Records from a dataset:
....
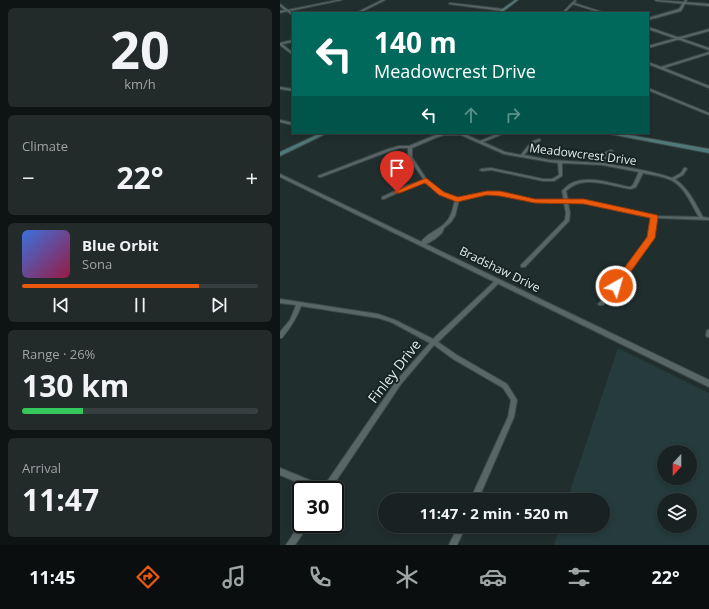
<!DOCTYPE html>
<meta charset="utf-8">
<style>
:root{--surface:#192222;--page:#222a2a;--text:#f1f3f6;--muted:#9fa4a5;--line:#373f40;--accent:#ea580c}
body{margin:0;font-family:"Open Sans",sans-serif;background:var(--page);color:var(--text);height:100vh;display:flex;flex-direction:column;font-size:15px;white-space:nowrap}
*{box-sizing:border-box;margin:0}
p{font-size:13px;color:var(--muted)}
.icon{flex:none;width:22px;height:22px;fill:none;stroke:currentColor;stroke-width:2;stroke-linecap:round;stroke-linejoin:round}
.map{position:relative;flex:1;overflow:hidden}
.panel{display:flex;flex-direction:column;gap:8px;padding:8px;background:#0e1313;width:280px}
.panel>*{flex:none}
.top-card{position:absolute;left:12px;top:12px;width:357px;height:122px;border-radius:0px;box-shadow:0 2px 6px #0003,0 0 0 1px var(--line);background:#00695c;color:#fff;overflow:hidden}
.needle{width:26px;rotate:201deg}
.fabs{position:absolute;left:377px;top:445px;display:grid;gap:8px}
.fabs a{display:grid;place-items:center;width:40px;height:40px;border-radius:50%;background:var(--surface);box-shadow:0 2px 6px #0003,0 0 0 1px var(--line);font-size:20px}
.speed{position:absolute;left:12px;top:481px;display:flex;gap:8px;font-size:20px;font-weight:700;text-align:center}
.speed>*{display:grid;place-content:center;width:52px;height:52px;border-radius:50%;background:var(--surface);box-shadow:0 2px 6px #0003,0 0 0 1px var(--line);line-height:1}
.speed .limit{border:2px solid #111;border-radius:6px;background:#fff;color:#111}
.pin{position:absolute;display:grid;place-items:center;width:34px;height:34px;color:#fff;margin:-41px -17px;border-radius:50% 50% 50% 0;rotate:-45deg;box-shadow:0 0 4px #0007}
.pin .icon{rotate:45deg}
.me{position:absolute;width:44px;margin:-22px;rotate:38deg;stroke-linejoin:round;filter:drop-shadow(0 0 3px #0008)}
.turn{display:flex;align-items:center;gap:14px;height:84px;padding:0 16px;font-size:18px}
.turn .icon{width:52px;height:52px;stroke-width:2.5}
.turn b{display:block;font-size:28px;line-height:34px}
.lanes{display:flex;align-items:center;height:38px;padding:0 16px;background:#0003;justify-content:center;gap:20px;direction:ltr}
.lanes .off{opacity:.35}
.big{font-size:30px;font-weight:700;line-height:1.1}
.panel .card{flex:1;display:flex;flex-direction:column;justify-content:center;gap:6px;min-width:0;padding:0 14px;border-radius:6px;background:var(--page)}
.panel .dial{align-items:center;gap:0}
.dial b{font-size:52px;line-height:1}
.song{display:flex;align-items:center;gap:12px}
.cover{width:48px;height:48px;border-radius:6px;background:linear-gradient(135deg,hsl(220 70% 55%),hsl(340 70% 35%))}
.played{height:4px;border-radius:2px;background:linear-gradient(90deg,var(--accent) 75%,var(--line) 75%)}
.keys{display:flex;justify-content:space-around;direction:ltr}
.heat{display:flex;justify-content:space-between;align-items:center;font-size:22px;direction:ltr}
.charge{height:6px;border-radius:3px;background:linear-gradient(90deg,#34c759 26%,var(--line) 0)}
.trip{position:absolute;left:98px;top:493px;width:232px;height:40px;border-radius:20px;background:var(--surface);box-shadow:0 2px 6px #0003,0 0 0 1px var(--line);font-weight:700;line-height:40px;text-align:center}
.dock{display:flex;height:64px;justify-content:space-around;align-items:center;background:#0a0e0e;color:var(--muted)}
.dock .icon{width:28px;height:28px}
.dock .current{color:var(--accent)}
.dock b{font-size:18px;color:var(--text)}
main{display:flex;flex:1;min-height:0}
.map>svg:first-child{display:block}
.built{fill:#253b3c;fill-rule:evenodd}
.lines{fill:none;stroke-linecap:round;stroke-linejoin:round}
.minor-casing{stroke:#3d4949;stroke-width:2}
.tertiary-casing{stroke:#3d4949;stroke-width:2}
.secondary-casing{stroke:#3d4949;stroke-width:2}
.minor{fill:#586666;fill-rule:evenodd}
.tertiary{fill:#586666;fill-rule:evenodd}
.secondary{fill:#507879;fill-rule:evenodd}
.route{fill:#ea580c;stroke:#983908}
.labels{text-anchor:middle;dominant-baseline:central;stroke-width:4;stroke-linejoin:round;paint-order:stroke}
.street-label{font-size:12px;fill:#e3ebeb;stroke:#172424}
.near-street-label{font-size:14px;fill:#e3ebeb;stroke:#172424}
</style>
<main>
<section class="panel">
<div class="card dial"><b>20</b><p>km/h</p></div>
<div class="card"><p>Climate</p>
<div class="heat"><a>−</a><b class="big">22°</b><a>+</a></div>
</div>
<div class="card">
<div class="song"><i class="cover"></i><div><b>Blue Orbit</b><p>Sona</p></div></div>
<div class="played"></div>
<div class="keys"><svg class="icon" aria-label="previous" viewBox="0 0 24 24"><path d="M18 5L8 12l10 7zM5 5v14"/></svg><svg class="icon" aria-label="pause" viewBox="0 0 24 24"><path d="M8 5v14M16 5v14"/></svg><svg class="icon" aria-label="next" viewBox="0 0 24 24"><path d="M6 5l10 7-10 7zM19 5v14"/></svg></div>
</div>
<div class="card"><p>Range · 26%</p><b class="big">130 km</b><div class="charge"></div></div>
<div class="card"><p>Arrival</p><b class="big">11:47</b></div>
</section>
<div class="map">
<svg width="429" height="545" viewBox="0 0 429 545">
<rect width="100%" height="100%" fill="#212e2e"/>
<path class="built" d="M338,348L429,393V545H274L280,526H323V500H287ZM384,452H410V478H384ZM384,500H410V526H384Z"/>
<g class="lines">
<defs>
<g id="minor">
<polygon points="58,0 62,0 9,11 13,14 13,16 7,11 0,13 0,11 5,10 0,6 0,4 8,10"/>
<polygon points="102,0 105,0 79,13 76,13"/>
<polygon points="295,0 296,1 294,3 325,13 322,13 293,4 284,13 282,13"/>
<polygon points="375,0 429,4 429,6 376,1"/>
<polygon points="170,3 223,9 224,10 223,11 169,4"/>
<polygon points="368,27 429,48 429,50 368,29"/>
<polygon points="13,40 13,42 2,44 13,53 13,55 0,45 0,43"/>
<polygon points="429,52 429,54 384,68 429,86 429,88 368,64 368,62 381,67"/>
<polygon points="0,87 13,89 13,91 0,89"/>
<polygon points="368,88 429,113 429,115 368,90"/>
<polygon points="0,120 13,123 13,125 0,122"/>
<path d="M164,133H182L200,141L220,133H225L203,142L225,152L241,155C247,147 251,140 260,139V141L253,144L244,155L270,160L320,163L324,153L331,150L333,151L327,155L324,163C347,168 370,170 392,178L401,173L404,168H406L407,169L403,175L395,179C409,189 415,203 423,217L429,218V220L376,218L373,237L346,278L323,305H319L318,304L319,303L342,276L369,237L372,218L304,203H288L290,213L289,221L245,267H241V265L285,220L286,213L284,203L255,202L220,195L207,194L179,200L175,216L171,222L164,228L162,233L155,239L150,242L142,246L140,244C145,233 159,231 167,221C172,215 173,207 175,200L161,194L145,182L128,188L104,199H102V197L126,186L144,180L128,157V148H119L110,151L41,177H39L38,176L108,149L119,146H129L153,136ZM164,135H181L224,154L270,162L278,163L279,175L272,179H263L211,168L201,169L200,170L202,171L211,170L263,181H274L282,176V163L322,165L359,172L353,185L350,187C332,184 308,174 290,184C287,186 285,188 283,190L282,191L284,200H255L220,193L207,192L177,198L163,192L147,180L132,157V148L155,138ZM363,173C372,175 382,176 391,180C405,187 411,204 419,217L374,216L304,201L288,200L286,191C290,188 294,184 300,183C315,179 336,187 351,189L356,187Z"/>
<path d="M218,279L220,280L221,281L220,282L158,342L177,355L227,384L237,400L234,417L198,500H190L228,417L231,400L223,388L173,359L154,345L121,384L50,490H35L0,475V468L44,486L117,380L150,343L111,322L98,318L21,306C17,318 10,328 2,338H0V332L10,320L13,313L16,305L0,303V299L98,314L115,320L153,339L216,280Z"/>
<polygon points="427,330 429,330 429,337 427,337 426,335"/>
<polygon points="21,522 21,524 28,524 27,527 15,545 6,545"/>
<polygon points="178,526 186,526 177,545 169,545"/>
</g>
<g id="tertiary">
<polygon points="405,0 407,0 401,11 368,20 368,18 399,9"/>
<polygon points="429,29 429,31 368,48 368,46"/>
<polygon points="0,174 429,380 429,387 0,177"/>
</g>
<g id="secondary">
<polygon points="235,0 238,0 221,13 217,13"/>
<polygon points="41,133 47,133 0,156 0,152"/>
<polygon points="328,133 338,133 429,149 429,153 330,134"/>
</g>
</defs>
<use href="#minor" class="minor-casing"/>
<use href="#tertiary" class="tertiary-casing"/>
<use href="#secondary" class="secondary-casing"/>
<use href="#minor" class="minor"/>
<use href="#tertiary" class="tertiary"/>
<use href="#secondary" class="secondary"/>
</g>
<polygon class="route" points="146,178 164,192 178,197 207,191 220,191 255,199 304,199 377,215 378,217 375,238 339,288 336,289 331,286 367,237 370,218 304,204 255,203 220,196 207,195 177,202 159,195 145,183 120,193 114,193 113,192"/>
<g class="labels">
<g class="street-label">
<text transform="translate(303 154) rotate(7)">Meadowcrest Drive</text>
<text transform="translate(220 269) rotate(26)">Bradshaw Drive</text>
</g>
<g class="near-street-label">
<text transform="translate(114 371) rotate(-52)">Finley Drive</text>
</g>
</g>
</svg>
<div class="fabs">
<a><svg class="needle" viewBox="-14 -14 28 28"><path d="M0-13l5 13h-10z" fill="#e53935"/><path d="M0 13l5-13h-10z" fill="#9fa4a5"/></svg></a>
<a><svg class="icon" aria-label="layers" viewBox="0 0 24 24"><path d="M12 4l9 5-9 5-9-5zM3 14l9 5 9-5"/></svg></a>
</div>
<div class="speed"><div class="limit">30</div></div>
<div class="pin" style="left:117px;top:192px;background:#d93025"><svg class="icon" aria-label="arrive" viewBox="0 0 24 24"><path d="M6 21V4h12l-3 4 3 4H6"/></svg></div>
<svg class="me" style="left:336px;top:286px" viewBox="-20 -20 40 40"><circle r="17" fill="#ea580c" stroke="#fff" stroke-width="3"/><path d="M0-11L8 9 0 5-8 9z" fill="#fff"/></svg>
<div class="trip">11:47 · 2 min · 520 m</div>
<div class="top-card">
<div class="turn"><svg class="icon" aria-label="left" viewBox="0 0 24 24"><path d="M17 20v-9H6M10 6l-5 5 5 5"/></svg><div><b>140 m</b>Meadowcrest Drive</div></div>
<div class="lanes"><svg class="icon" aria-label="left" viewBox="0 0 24 24"><path d="M17 20v-9H6M10 6l-5 5 5 5"/></svg><svg class="icon off" aria-label="ahead" viewBox="0 0 24 24"><path d="M12 20V5M6 11l6-6 6 6"/></svg><svg class="icon off" aria-label="right" viewBox="0 0 24 24"><path d="M7 20v-9h11M14 6l5 5-5 5"/></svg></div>
</div>
</div>
</main>
<nav class="dock">
<b>11:45</b>
<svg class="icon current" aria-label="directions" viewBox="0 0 24 24"><path d="M12 3l9 9-9 9-9-9zM9 14v-3h6M13 9l2 2-2 2"/></svg>
<svg class="icon" aria-label="music" viewBox="0 0 24 24"><path d="M9 18V5l10-2v13"/><circle cx="6" cy="18" r="3"/><circle cx="16" cy="16" r="3"/></svg>
<svg class="icon" aria-label="phone" viewBox="0 0 24 24"><path d="M5 4h4l2 5-3 2q2 4 5 5l2-3 5 2v4C11 20 4 13 5 4z"/></svg>
<svg class="icon" aria-label="climate" viewBox="0 0 24 24"><path d="M12 3v18M4 7l16 10M4 17L20 7"/></svg>
<svg class="icon" aria-label="car" viewBox="0 0 24 24"><path d="M5 17H2v-5l4-1 3-4h7l3 4 3 1v5h-3M9 17h6M6 11h13"/><circle cx="7" cy="17" r="2"/><circle cx="17" cy="17" r="2"/></svg>
<svg class="icon" aria-label="filters" viewBox="0 0 24 24"><path d="M4 7h16M4 17h16"/><circle cx="9" cy="7" r="2"/><circle cx="15" cy="17" r="2"/></svg>
<b>22°</b>
</nav>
....
- Exercise goal -
Which lines of the data contain the word "stroke"? Copy each one.

- Finished exercise -
.icon{flex:none;width:22px;height:22px;fill:none;stroke:currentColor;stroke-width:2;stroke-linecap:round;stroke-linejoin:round}
.me{position:absolute;width:44px;margin:-22px;rotate:38deg;stroke-linejoin:round;filter:drop-shadow(0 0 3px #0008)}
.turn .icon{width:52px;height:52px;stroke-width:2.5}
.lines{fill:none;stroke-linecap:round;stroke-linejoin:round}
.minor-casing{stroke:#3d4949;stroke-width:2}
.tertiary-casing{stroke:#3d4949;stroke-width:2}
.secondary-casing{stroke:#3d4949;stroke-width:2}
.route{fill:#ea580c;stroke:#983908}
.labels{text-anchor:middle;dominant-baseline:central;stroke-width:4;stroke-linejoin:round;paint-order:stroke}
.street-label{font-size:12px;fill:#e3ebeb;stroke:#172424}
.near-street-label{font-size:14px;fill:#e3ebeb;stroke:#172424}
<svg class="me" style="left:336px;top:286px" viewBox="-20 -20 40 40"><circle r="17" fill="#ea580c" stroke="#fff" stroke-width="3"/><path d="M0-11L8 9 0 5-8 9z" fill="#fff"/></svg>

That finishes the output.